Gate at the Stutthof camp
More than 60,000 people are thought to have been murdered at the Stutthof campImage: picture alliance/AP Images/C. Sokolowski

Support for systematic murder

The defendant has admitted to having been on duty at Stutthof, but has denied any involvement in the murders. The public prosecutor's office has accused him of deliberately facilitating the crimes through his work as a guard. According to Stenner, "it can be sufficient for a conviction if it can be established that a security guard was involved in the camp's structure and was aware of the events."

According to Jens Rommel, head of the Central Office for the Investigation of Nazi Crimes in Ludwigsburg, in today's trials of former Nazis it's no longer necessary to prove someone's direct involvement in individual murders. "The charges assume that they supported systematic murders in a concentration camp by being a part of the camp personnel," he told DW. This is a new approach "that aims to ensure that even this small share of responsibility borne by a particular individual is subject to punishment by law."

Hearing in juvenile chamber

The trial, scheduled to last 13 days, must be conducted before the juvenile chamber of the court in Münster because the accused was not yet 21 years old at the time of the crimes. Rommel said the next question is then whether the accused will be "treated like an adult under adult criminal law or assessed as a juvenile because at the time he was still equivalent to a juvenile in his development."

Under adult criminal law, a prison sentence is three to 15 years in prison if the accused is convicted as an accessory to murder. Sentences are generally more lenient for juveniles.

Because of the fragile state of his health, the elderly defendant is also considered to have limited ability to stand trial; an expert believes the hearing will have to be limited to two days per week, at most. As a result, it remains questionable whether the 94-year-old, if convicted, could even be imprisoned.
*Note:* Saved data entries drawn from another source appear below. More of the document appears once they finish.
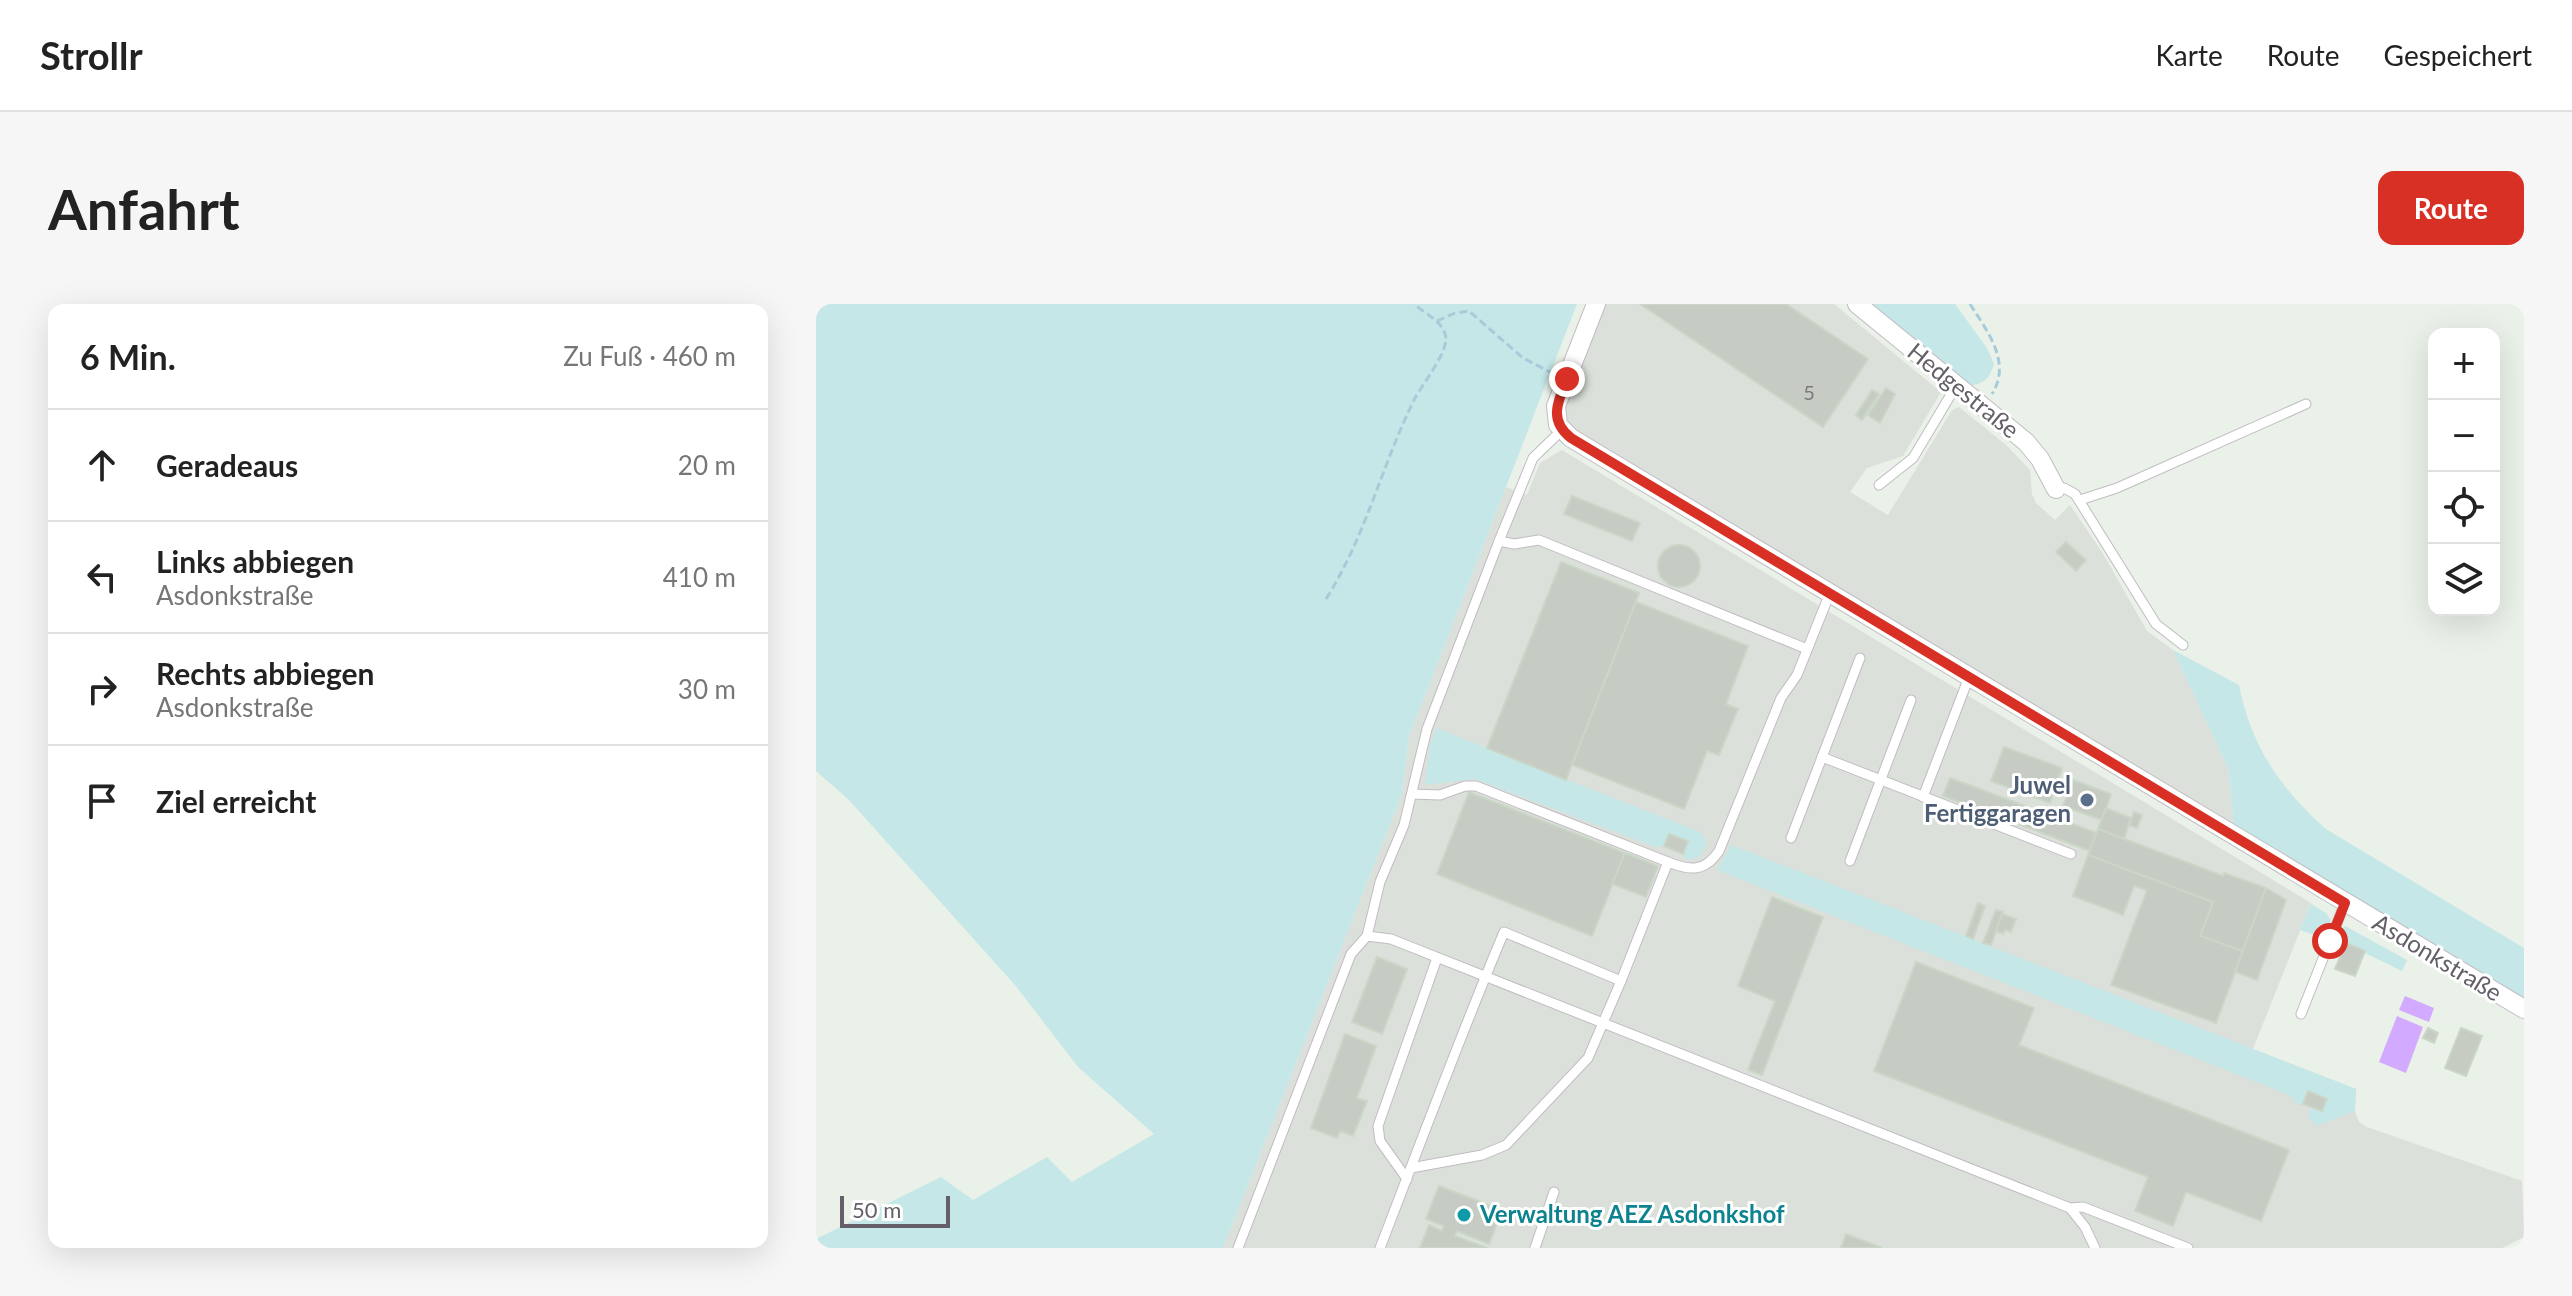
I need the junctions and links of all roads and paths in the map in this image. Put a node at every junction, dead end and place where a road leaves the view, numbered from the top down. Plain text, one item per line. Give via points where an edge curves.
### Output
1 (1414, 304) edge
2 (1596, 304) edge
3 (1857, 304) edge
4 (1970, 304) edge
5 (1437, 321) junction
6 (1567, 379) junction
7 (1956, 386) junction
8 (2306, 404) dead end
9 (1983, 407) junction
10 (1562, 430) junction
11 (1879, 485) dead end
12 (2056, 489) joint
13 (2080, 500) junction
14 (1499, 541) junction
15 (1830, 593) junction
16 (1326, 599) dead end
17 (2183, 645) dead end
18 (1807, 649) junction
19 (1860, 658) dead end
20 (1969, 677) junction
21 (1911, 700) dead end
22 (1822, 757) junction
23 (1880, 780) junction
24 (1412, 794) junction
25 (1923, 797) junction
26 (1791, 838) dead end
27 (2071, 854) dead end
28 (1850, 861) dead end
29 (1668, 862) junction
30 (2345, 903) junction
31 (1367, 936) junction
32 (1437, 958) junction
33 (1485, 977) junction
34 (1621, 981) junction
35 (2524, 1009) edge
36 (2301, 1014) dead end
37 (1603, 1023) junction
38 (1411, 1168) junction
39 (1407, 1179) junction
40 (1554, 1192) dead end
41 (2070, 1208) junction
42 (1238, 1248) edge
43 (1380, 1248) edge
44 (1535, 1248) edge
45 (2095, 1248) edge
46 (2188, 1248) edge

1 - 5 path
2 - 6 street
3 - 7 street, Hedgestraße
4 - 9 path via 2001,367 1999,382
5 - 6 path via 1469,311 1523,358
5 - 16 path via 1446,340 1444,349 1415,398 1368,516
6 - 10 street via 1556,412
7 - 9 street, Hedgestraße
7 - 11 lane via 1913,458
8 - 13 lane
9 - 12 street, Hedgestraße via 2026,442
10 - 14 lane via 1533,458
10 - 15 street, Asdonkstraße
12 - 13 lane via 2070,491
13 - 17 lane via 2156,624
14 - 18 lane via 1539,540
14 - 24 lane via 1427,729
15 - 18 lane
15 - 20 street, Asdonkstraße
18 - 29 lane via 1714,859 1698,869
19 - 22 lane
20 - 25 lane
20 - 30 street, Asdonkstraße
21 - 23 lane
22 - 23 lane
22 - 26 lane
23 - 25 lane
23 - 28 lane
24 - 29 lane via 1440,795 1476,786
24 - 31 lane
25 - 27 lane
29 - 34 lane
30 - 35 street, Asdonkstraße
30 - 36 lane
31 - 32 lane via 1391,939
31 - 42 lane via 1351,954
32 - 33 lane
32 - 39 lane via 1378,1126 1380,1141
33 - 34 lane via 1504,932
33 - 37 lane
33 - 38 lane
34 - 37 lane
37 - 38 lane via 1580,1069 1506,1145 1482,1155
37 - 41 lane
38 - 39 lane
39 - 43 lane
40 - 44 lane
41 - 45 lane
41 - 46 lane via 2083,1207

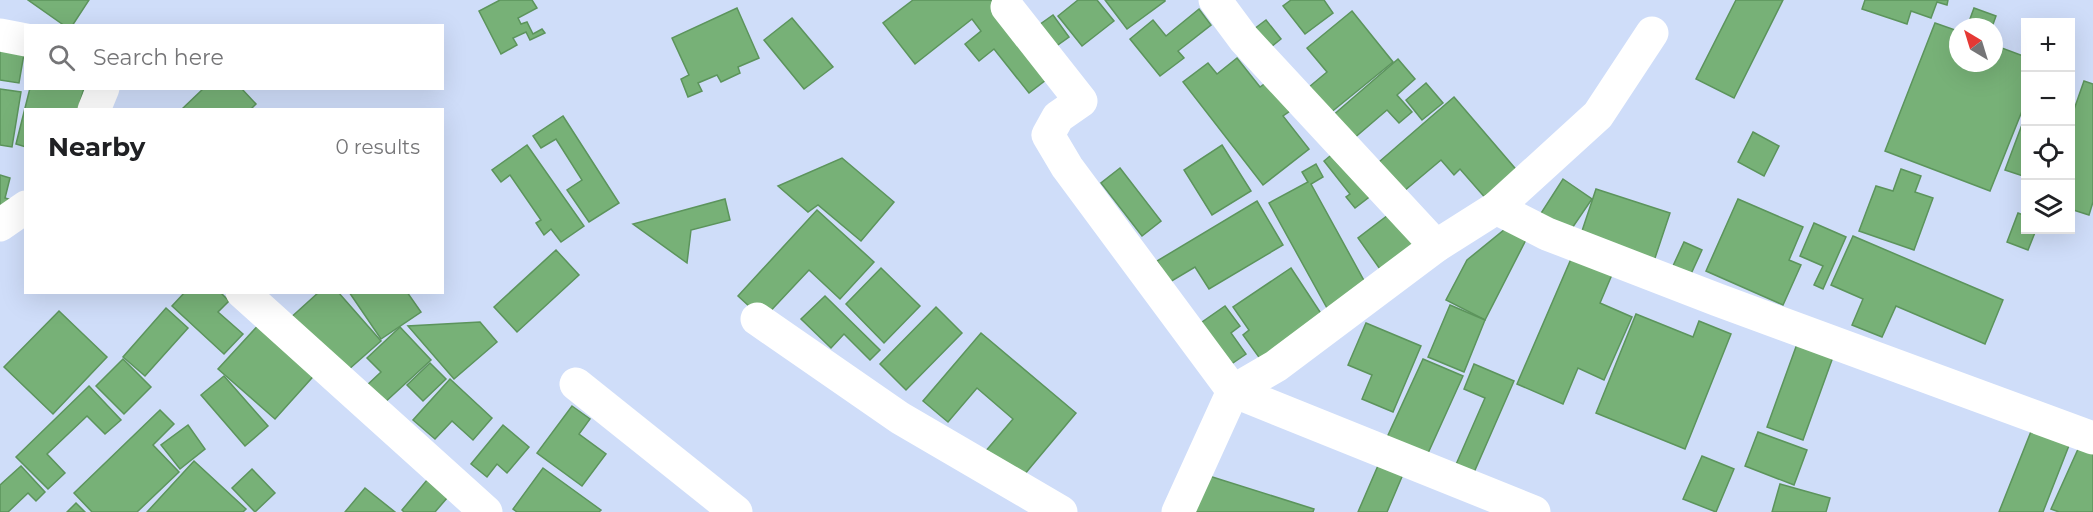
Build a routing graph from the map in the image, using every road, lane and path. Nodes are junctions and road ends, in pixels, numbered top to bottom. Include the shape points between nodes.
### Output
1 (1215, 0) edge
2 (1007, 7) dead end
3 (1652, 33) dead end
4 (0, 35) edge
5 (24, 40) edge
6 (102, 90) edge
7 (95, 108) edge
8 (24, 208) edge
9 (1496, 208) junction
10 (0, 225) edge
11 (1436, 246) junction
12 (244, 294) edge
13 (757, 319) dead end
14 (576, 384) dead end
15 (1233, 391) junction
16 (2093, 438) edge
17 (486, 512) edge
18 (736, 512) edge
19 (1061, 512) edge
20 (1178, 512) edge
21 (1534, 512) edge

1 - 11 street via 1244,39
2 - 15 street via 1081,101 1059,117 1048,135 1067,167
3 - 9 street via 1598,115
4 - 5 street
6 - 7 street
8 - 10 street
9 - 11 street
9 - 16 street via 1547,234 1718,300
11 - 15 street via 1276,366
12 - 17 street
13 - 19 street via 900,418
14 - 18 street
15 - 20 street
15 - 21 street

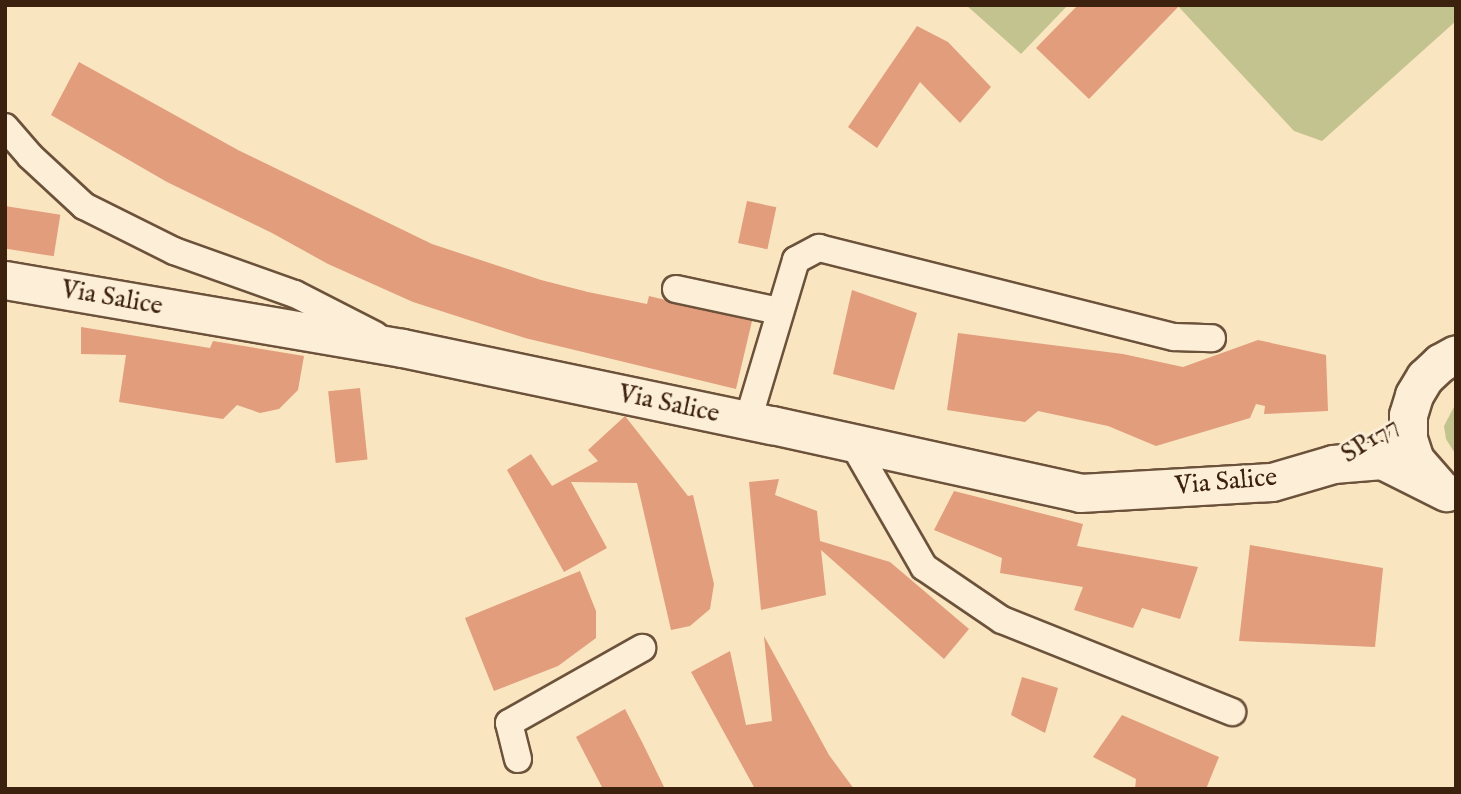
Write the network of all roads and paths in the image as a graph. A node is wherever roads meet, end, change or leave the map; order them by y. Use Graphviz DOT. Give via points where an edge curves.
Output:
graph roads {
  1 [pos="5,128"];
  2 [pos="5,280"];
  3 [pos="676,289"];
  4 [pos="779,311"];
  5 [pos="1212,338"];
  6 [pos="402,348"];
  7 [pos="1456,355"];
  8 [pos="1408,415"];
  9 [pos="748,420"];
  10 [pos="852,442"];
  11 [pos="1332,464"];
  12 [pos="1451,494"];
  13 [pos="642,648"];
  14 [pos="1231,712"];
  15 [pos="518,759"];
  1 -- 6 [label="street" via="84,206 174,251 295,294"];
  2 -- 6 [label="main road, Via Salice"];
  3 -- 4 [label="street"];
  4 -- 5 [label="street" via="796,260 819,248 1174,337"];
  4 -- 9 [label="street"];
  6 -- 9 [label="main road, Via Salice"];
  7 -- 8 [label="main road" via="1424,377"];
  8 -- 11 [label="main road, SP177"];
  8 -- 12 [label="main road" via="1408,438 1415,460 1428,478"];
  9 -- 10 [label="main road, Via Salice"];
  10 -- 11 [label="main road, Via Salice" via="1080,493 1272,482"];
  10 -- 14 [label="street" via="924,567 1002,620"];
  11 -- 12 [label="main road" via="1382,460"];
  13 -- 15 [label="street" via="509,723"];
}
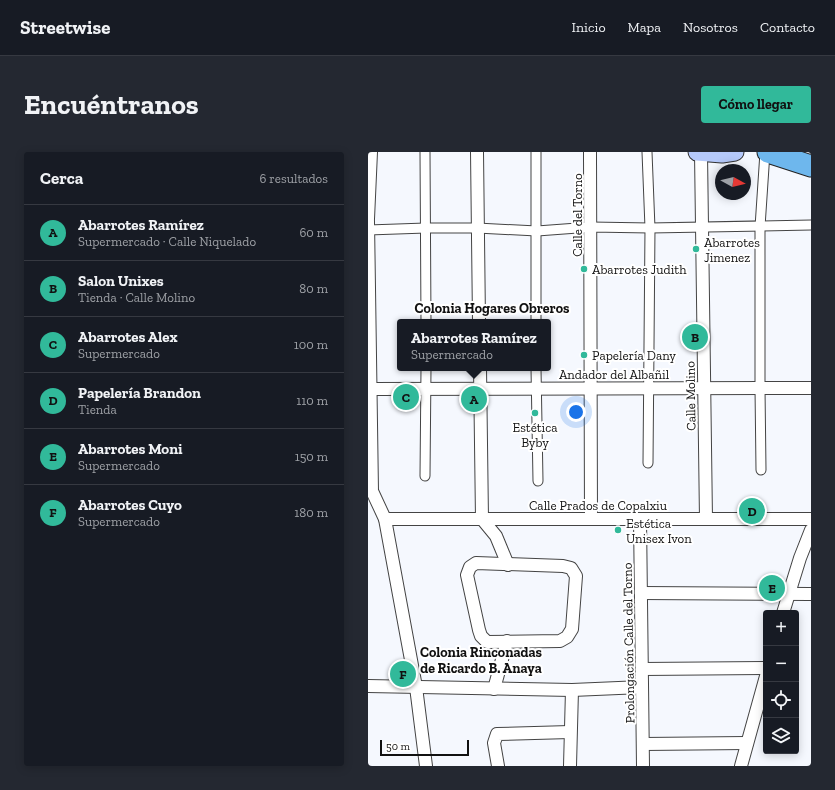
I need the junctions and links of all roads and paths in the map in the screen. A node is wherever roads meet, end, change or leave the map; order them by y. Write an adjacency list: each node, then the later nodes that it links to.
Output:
1 (371, 152): 11 (street)
2 (425, 152): 16 (street)
3 (477, 152): 17 (street)
4 (536, 152): 20 (street)
5 (590, 152): 13 (street, Calle del Torno)
6 (647, 152): 18 (street)
7 (699, 152): 8 (main road); 14 (street, Calle Molino)
8 (735, 152)
9 (767, 152): 10 (highway); 15 (street)
10 (811, 166)
11 (368, 220): 19 (street)
12 (811, 225): 15 (street)
13 (591, 227): 18 (street); 20 (street); 30 (street, Calle del Torno)
14 (702, 227): 15 (street); 18 (street); 32 (street, Calle Molino)
15 (760, 227): 33 (street)
16 (426, 228): 17 (street); 19 (street); 21 (street)
17 (477, 228): 20 (street); 22 (street)
18 (650, 228): 31 (street)
19 (368, 230): 35 (street)
20 (537, 230): 23 (street)
21 (426, 319)
22 (479, 319)
23 (536, 319)
24 (426, 371): 27 (street)
25 (480, 371): 28 (street)
26 (536, 371): 29 (street)
27 (426, 388): 28 (street, Andador del Albañil); 35 (street, Andador del Albañil); 38 (street)
28 (480, 388): 29 (street, Andador del Albañil); 42 (street)
29 (536, 388): 30 (street, Andador del Albañil); 39 (street)
30 (591, 388): 31 (street, Andador del Albañil); 43 (street, Calle del Torno)
31 (648, 388): 32 (street, Andador del Albañil); 36 (street)
32 (704, 388): 33 (street, Andador del Albañil); 45 (street, Calle Molino)
33 (760, 388): 34 (street, Andador del Albañil); 37 (street)
34 (811, 388)
35 (369, 389): 40 (street)
36 (648, 463)
37 (761, 470)
38 (425, 476)
39 (538, 481)
40 (370, 491): 41 (street)
41 (385, 519): 42 (street, Calle Prados de Copalxiu); 58 (street)
42 (482, 519): 43 (street, Calle Prados de Copalxiu); 48 (street)
43 (591, 519): 44 (street, Calle Prados de Copalxiu)
44 (640, 519): 45 (street, Calle Prados de Copalxiu); 49 (street, Prolongación Calle del Torno)
45 (706, 519): 46 (street, Calle Prados de Copalxiu)
46 (811, 519)
47 (811, 530): 50 (street)
48 (508, 564): 53 (street); 53 (street)
49 (641, 593): 50 (street); 55 (street, Prolongación Calle del Torno)
50 (788, 594): 51 (street); 52 (street)
51 (811, 594)
52 (784, 610)
53 (507, 641): 60 (street)
54 (763, 668): 55 (street)
55 (642, 669): 59 (street, Prolongación Calle del Torno)
56 (764, 682): 63 (street)
57 (368, 686): 58 (street)
58 (416, 687): 60 (street); 65 (street)
59 (642, 687): 61 (street); 64 (street, Prolongación Calle del Torno)
60 (494, 689): 61 (street)
61 (572, 690): 62 (street)
62 (570, 732): 66 (street); 67 (street)
63 (747, 743): 64 (street); 69 (street)
64 (644, 744): 68 (street, Prolongación Calle del Torno)
65 (426, 766)
66 (498, 766)
67 (570, 766)
68 (644, 766)
69 (741, 766)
The situation brings to mind the case of Oskar Gröning, the "bookkeeper of Auschwitz" who was sentenced to four years in prison in 2015 for aiding and abetting the murder of more than 300,000 people. Gröning died in March before he could go to prison,having launched and lost several appeals.

Contrary to original plans, legal proceedings against a second defendant, a 93-year-old man from Wuppertal, also on charges related to Stutthof, are being dealt with separately because it is not yet possible to determine whether he is capable of standing trial.

Race against time

If the 94-year-old former prison guard ends up not having to serve a sentence, it will be a bitter pill to swallow for the 12 joint plaintiffs and victims' relatives from the US, Canada, Israel and Poland who plan to attend his trial. And bringing Nazi criminals to justice is increasingly becoming a race against time.

"The crimes were committed 70 years ago. This means it is becoming more and more difficult to find defendants who are still alive and able to stand trial," said Rommel. "Overall, it will have to be said that too few suspects have been brought to justice, that many perpetrators were punished too leniently and that many trials came too late."